- Requirement:
Your answer should be one number: the count of lines below that contain "Верхний".

________

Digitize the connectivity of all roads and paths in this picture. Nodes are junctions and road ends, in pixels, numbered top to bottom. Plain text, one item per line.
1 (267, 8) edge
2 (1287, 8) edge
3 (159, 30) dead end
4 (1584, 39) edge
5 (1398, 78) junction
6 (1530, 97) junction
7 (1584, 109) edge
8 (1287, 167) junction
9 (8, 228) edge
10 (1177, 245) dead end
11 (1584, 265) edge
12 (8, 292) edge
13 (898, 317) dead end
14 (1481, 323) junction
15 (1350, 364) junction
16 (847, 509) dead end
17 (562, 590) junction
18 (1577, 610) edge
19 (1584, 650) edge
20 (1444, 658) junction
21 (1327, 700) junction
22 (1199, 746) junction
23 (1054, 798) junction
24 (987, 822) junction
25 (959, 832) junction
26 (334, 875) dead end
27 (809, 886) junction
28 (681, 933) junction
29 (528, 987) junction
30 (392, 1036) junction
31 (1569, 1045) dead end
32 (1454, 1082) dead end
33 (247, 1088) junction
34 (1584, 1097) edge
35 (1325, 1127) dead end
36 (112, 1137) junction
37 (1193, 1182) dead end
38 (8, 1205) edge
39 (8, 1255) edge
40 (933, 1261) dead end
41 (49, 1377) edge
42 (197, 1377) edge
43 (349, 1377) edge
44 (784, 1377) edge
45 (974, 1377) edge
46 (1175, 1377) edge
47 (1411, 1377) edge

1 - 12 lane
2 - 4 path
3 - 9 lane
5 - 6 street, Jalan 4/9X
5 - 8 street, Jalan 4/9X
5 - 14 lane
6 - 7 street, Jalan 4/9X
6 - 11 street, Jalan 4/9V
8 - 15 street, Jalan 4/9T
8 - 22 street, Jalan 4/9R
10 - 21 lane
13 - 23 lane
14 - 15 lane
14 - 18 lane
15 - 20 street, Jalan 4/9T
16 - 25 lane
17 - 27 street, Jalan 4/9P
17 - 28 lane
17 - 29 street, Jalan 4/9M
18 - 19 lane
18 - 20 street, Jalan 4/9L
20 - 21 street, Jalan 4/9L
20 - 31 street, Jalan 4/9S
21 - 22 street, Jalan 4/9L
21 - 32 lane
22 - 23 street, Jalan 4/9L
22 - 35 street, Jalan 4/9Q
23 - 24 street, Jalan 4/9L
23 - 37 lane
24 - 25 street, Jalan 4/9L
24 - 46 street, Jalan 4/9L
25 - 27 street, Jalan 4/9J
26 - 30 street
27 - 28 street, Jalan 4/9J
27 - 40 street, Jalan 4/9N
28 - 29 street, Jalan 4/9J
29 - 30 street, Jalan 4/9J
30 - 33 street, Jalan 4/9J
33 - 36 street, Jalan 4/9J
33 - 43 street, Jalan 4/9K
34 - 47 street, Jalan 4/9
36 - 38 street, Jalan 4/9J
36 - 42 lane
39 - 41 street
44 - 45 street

________

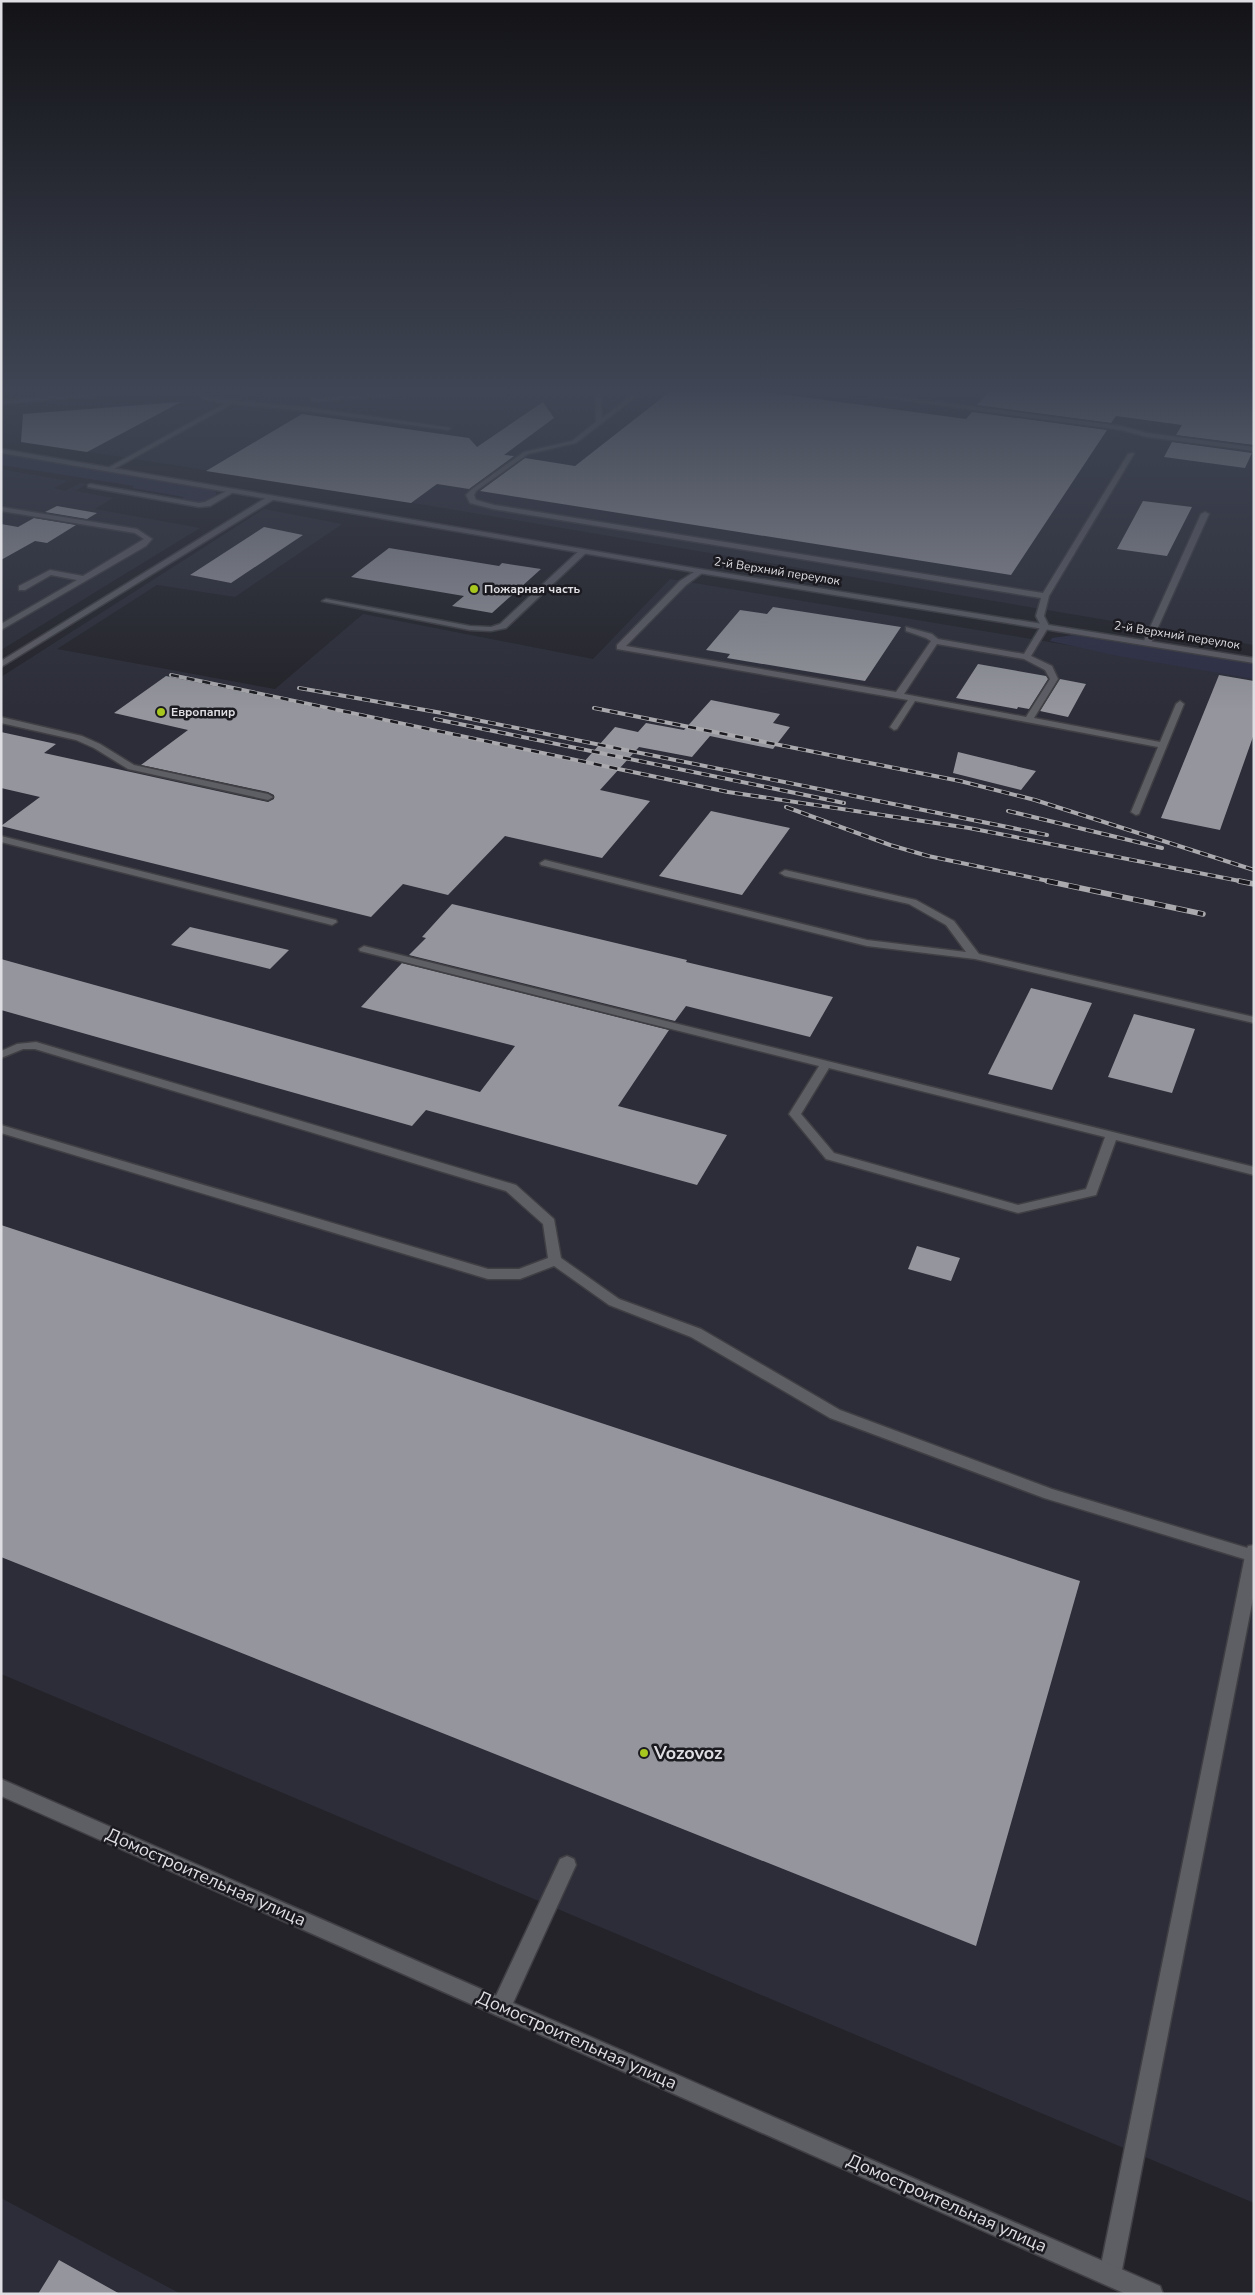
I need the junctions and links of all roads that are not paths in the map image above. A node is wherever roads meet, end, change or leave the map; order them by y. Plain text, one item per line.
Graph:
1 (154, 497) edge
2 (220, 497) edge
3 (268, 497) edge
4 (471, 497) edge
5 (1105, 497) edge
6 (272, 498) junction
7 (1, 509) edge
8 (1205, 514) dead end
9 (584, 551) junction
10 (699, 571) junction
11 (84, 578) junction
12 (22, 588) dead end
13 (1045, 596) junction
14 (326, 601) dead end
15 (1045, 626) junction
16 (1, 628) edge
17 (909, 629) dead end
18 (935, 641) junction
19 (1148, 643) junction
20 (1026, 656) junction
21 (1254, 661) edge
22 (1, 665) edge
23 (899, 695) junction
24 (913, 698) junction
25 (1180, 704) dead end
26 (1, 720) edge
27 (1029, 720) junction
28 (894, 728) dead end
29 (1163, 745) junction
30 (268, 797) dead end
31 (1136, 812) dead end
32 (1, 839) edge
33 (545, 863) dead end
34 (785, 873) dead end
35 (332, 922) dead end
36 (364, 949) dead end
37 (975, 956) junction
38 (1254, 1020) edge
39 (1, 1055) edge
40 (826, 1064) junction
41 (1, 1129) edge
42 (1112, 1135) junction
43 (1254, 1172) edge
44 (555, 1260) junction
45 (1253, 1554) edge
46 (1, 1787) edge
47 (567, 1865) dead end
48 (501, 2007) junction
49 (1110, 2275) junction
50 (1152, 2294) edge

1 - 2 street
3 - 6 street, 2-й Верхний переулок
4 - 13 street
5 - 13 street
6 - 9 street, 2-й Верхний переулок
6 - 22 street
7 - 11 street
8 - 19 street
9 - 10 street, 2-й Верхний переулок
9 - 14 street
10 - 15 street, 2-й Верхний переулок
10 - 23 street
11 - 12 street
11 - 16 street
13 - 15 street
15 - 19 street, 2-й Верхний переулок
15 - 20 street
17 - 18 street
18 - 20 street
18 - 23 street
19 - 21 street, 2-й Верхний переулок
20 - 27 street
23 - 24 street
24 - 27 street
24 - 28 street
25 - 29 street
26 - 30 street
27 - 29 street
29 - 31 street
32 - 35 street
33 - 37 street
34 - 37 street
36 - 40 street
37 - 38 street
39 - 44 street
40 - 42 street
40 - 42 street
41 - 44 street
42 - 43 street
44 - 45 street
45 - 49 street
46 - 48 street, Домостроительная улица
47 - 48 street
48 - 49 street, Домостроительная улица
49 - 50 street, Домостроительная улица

________

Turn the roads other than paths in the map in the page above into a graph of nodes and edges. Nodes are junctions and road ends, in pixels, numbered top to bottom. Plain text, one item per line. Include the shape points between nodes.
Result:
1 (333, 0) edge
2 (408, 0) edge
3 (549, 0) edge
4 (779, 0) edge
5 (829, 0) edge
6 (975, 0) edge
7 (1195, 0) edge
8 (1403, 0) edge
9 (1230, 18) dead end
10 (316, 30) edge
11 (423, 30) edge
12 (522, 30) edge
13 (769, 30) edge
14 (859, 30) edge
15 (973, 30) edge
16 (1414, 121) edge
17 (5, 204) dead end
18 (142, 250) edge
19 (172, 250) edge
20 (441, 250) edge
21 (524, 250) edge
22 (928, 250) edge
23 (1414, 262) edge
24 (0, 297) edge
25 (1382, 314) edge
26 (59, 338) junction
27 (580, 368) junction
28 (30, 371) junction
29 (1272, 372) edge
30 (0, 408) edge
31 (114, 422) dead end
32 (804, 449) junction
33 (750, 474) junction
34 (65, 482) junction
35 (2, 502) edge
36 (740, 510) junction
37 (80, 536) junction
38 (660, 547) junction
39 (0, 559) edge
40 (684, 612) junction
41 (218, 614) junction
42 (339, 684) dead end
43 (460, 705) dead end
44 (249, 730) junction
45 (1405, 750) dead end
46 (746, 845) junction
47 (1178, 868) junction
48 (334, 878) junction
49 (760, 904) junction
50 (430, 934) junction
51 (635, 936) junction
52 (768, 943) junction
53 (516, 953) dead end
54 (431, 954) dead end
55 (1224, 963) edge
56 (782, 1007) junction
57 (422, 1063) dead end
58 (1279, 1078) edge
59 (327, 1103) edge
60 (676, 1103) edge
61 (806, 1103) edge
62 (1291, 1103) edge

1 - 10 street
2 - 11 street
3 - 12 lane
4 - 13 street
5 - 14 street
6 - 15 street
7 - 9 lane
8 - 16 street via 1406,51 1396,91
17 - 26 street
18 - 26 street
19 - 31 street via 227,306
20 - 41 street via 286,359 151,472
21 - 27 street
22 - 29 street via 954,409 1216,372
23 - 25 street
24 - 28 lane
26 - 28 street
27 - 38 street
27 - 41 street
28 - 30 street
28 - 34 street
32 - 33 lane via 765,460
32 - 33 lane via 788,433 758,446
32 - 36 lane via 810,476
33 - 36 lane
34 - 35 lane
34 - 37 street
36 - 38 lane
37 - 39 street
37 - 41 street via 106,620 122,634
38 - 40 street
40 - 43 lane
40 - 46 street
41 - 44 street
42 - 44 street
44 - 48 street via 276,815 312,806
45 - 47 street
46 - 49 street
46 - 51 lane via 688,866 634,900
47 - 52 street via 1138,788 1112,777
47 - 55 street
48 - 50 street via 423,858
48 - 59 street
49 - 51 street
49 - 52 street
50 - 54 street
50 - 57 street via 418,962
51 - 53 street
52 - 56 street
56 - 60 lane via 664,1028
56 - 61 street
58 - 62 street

________

- Completed task:
6